If approach 2 is picked, the scripts are loaded/compiled when a thread starts.
Even though this seems easy, it would require tracking different versions of the
compiled script since otherwise different threads might potentially have
different behaviors. The alternative would be that the behavior of a thread
might change because another thread is started.

Approach 3 would ensure consistency among the threads and allow extensions to be
changed on-line. It will, however, require file access with each call to check
if the file requires loading.

For this reason, we pick approach 1, which is consistent and also the most
efficient.  We make an exception to when a new extension handler plugin is
loaded using the ``INSTALL PLUGIN`` command and call the init function in this
case as if the server was just started.


Loadable Scripting Support
==========================

In order to support loadable scripting support it is necessary to allow a plugin
to register that it supports a certain language as well as allowing the server
to detect and load all recognizable scripts on startup.

To communicate with the server, a plugin can register an *extension handler*,
which is just a structure with callback functions.
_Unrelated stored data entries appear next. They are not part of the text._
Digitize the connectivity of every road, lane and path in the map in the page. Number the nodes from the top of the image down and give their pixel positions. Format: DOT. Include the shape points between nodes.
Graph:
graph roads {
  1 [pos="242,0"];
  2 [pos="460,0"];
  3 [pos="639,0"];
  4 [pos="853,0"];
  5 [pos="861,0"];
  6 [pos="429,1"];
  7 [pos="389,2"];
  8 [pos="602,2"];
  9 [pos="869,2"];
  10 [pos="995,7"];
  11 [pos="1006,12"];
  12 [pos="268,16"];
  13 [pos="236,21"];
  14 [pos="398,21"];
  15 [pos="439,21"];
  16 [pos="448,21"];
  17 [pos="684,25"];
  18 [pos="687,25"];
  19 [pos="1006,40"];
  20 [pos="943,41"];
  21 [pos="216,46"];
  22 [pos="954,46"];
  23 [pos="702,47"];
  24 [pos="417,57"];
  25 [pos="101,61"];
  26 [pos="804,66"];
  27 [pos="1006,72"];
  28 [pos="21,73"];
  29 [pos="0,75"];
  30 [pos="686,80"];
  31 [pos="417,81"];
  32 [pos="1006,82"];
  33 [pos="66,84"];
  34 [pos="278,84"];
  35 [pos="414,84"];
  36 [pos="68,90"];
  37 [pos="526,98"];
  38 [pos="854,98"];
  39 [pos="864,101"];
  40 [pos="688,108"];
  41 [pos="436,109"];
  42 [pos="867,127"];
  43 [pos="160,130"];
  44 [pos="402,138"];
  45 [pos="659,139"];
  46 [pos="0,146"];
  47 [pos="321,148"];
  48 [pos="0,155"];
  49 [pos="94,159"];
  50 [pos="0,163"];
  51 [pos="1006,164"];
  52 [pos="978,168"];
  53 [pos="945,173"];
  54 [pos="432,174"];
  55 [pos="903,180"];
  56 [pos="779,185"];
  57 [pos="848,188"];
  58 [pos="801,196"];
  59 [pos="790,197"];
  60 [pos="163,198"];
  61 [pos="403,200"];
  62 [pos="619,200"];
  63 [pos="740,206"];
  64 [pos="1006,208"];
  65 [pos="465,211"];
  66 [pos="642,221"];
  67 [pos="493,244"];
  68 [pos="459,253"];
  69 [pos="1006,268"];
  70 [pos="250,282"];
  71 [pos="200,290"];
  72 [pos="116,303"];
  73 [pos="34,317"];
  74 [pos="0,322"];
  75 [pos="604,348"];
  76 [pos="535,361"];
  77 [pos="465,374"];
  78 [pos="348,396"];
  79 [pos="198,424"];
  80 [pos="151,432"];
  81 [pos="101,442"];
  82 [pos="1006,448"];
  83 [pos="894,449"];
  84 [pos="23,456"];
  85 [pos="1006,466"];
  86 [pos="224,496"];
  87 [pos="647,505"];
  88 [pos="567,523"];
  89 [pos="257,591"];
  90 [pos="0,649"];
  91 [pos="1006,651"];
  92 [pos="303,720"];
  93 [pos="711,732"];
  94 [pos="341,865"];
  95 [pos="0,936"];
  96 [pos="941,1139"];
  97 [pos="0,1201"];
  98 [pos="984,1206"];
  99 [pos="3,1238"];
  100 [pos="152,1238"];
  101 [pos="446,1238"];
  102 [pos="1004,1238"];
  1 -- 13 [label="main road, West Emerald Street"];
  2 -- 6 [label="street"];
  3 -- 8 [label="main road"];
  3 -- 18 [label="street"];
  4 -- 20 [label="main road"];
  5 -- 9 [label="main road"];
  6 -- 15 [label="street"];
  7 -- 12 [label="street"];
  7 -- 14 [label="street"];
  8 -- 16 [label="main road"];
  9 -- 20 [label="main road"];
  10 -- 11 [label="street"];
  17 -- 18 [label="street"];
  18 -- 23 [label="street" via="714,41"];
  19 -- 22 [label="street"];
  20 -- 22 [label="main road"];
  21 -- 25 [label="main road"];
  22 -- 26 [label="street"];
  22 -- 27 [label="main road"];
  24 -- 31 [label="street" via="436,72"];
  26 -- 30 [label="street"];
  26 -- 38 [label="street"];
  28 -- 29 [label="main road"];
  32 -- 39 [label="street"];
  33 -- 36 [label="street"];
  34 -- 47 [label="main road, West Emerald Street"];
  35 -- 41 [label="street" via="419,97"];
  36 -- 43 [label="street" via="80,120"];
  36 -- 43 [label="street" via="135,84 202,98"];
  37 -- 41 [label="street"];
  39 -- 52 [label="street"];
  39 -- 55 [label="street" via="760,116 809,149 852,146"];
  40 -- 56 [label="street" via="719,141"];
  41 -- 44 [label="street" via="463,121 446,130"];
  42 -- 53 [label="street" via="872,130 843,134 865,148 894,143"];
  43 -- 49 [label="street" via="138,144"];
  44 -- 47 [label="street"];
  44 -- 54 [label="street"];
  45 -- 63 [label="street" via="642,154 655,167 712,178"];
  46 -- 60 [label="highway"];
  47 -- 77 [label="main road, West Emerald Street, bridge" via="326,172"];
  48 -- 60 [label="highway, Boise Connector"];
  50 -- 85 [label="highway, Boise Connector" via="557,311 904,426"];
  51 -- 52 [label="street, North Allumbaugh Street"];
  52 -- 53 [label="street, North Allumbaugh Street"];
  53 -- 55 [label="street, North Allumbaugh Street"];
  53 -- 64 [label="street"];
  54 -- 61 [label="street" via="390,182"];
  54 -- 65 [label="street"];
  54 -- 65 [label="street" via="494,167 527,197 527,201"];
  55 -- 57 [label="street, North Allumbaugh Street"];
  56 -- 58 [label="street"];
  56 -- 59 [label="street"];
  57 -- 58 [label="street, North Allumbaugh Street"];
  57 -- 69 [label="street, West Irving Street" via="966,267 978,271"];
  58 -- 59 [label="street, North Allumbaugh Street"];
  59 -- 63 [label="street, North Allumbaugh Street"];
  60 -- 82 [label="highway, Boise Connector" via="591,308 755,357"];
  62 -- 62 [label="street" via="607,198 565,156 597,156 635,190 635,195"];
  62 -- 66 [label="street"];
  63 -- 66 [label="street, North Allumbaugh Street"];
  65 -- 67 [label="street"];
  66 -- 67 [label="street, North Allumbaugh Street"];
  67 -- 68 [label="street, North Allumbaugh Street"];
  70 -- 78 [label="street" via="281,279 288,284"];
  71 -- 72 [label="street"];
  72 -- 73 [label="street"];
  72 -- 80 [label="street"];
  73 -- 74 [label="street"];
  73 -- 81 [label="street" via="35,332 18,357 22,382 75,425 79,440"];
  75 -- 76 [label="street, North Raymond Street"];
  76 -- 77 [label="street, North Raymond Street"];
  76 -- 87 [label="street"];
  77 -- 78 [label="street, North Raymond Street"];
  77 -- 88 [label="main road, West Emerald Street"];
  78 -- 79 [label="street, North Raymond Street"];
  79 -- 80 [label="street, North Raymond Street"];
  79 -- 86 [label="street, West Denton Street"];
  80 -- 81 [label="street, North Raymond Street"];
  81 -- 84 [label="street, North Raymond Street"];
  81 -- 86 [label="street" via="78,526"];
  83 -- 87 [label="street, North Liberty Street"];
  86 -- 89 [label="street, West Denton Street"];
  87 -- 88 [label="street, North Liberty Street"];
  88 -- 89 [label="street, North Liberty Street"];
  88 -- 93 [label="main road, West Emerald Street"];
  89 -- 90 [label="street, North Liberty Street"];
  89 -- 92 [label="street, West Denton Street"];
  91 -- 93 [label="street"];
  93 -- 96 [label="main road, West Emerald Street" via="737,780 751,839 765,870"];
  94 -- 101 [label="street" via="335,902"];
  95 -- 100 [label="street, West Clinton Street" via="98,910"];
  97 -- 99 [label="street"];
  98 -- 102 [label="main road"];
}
Procedure for registering scripting support
-------------------------------------------

In order to be able to load scripting support into the server, it is necessary
to have means for informing the server that the plugin provide extension
handling for one or more extensions.

For the purpose of this worklog, the interfaces of Python, Perl, Lua, and Tcl
has been studied, but the interface should be applicable to other languages as well.

The initialization and de-initialization of a plugin is already handled by the
plugin's init() and deinit() functions, so it is not necessary to incorporate
these into the interface. Typically, a plugin would create the interpreter and
register an extension handler for one (or more) extensions.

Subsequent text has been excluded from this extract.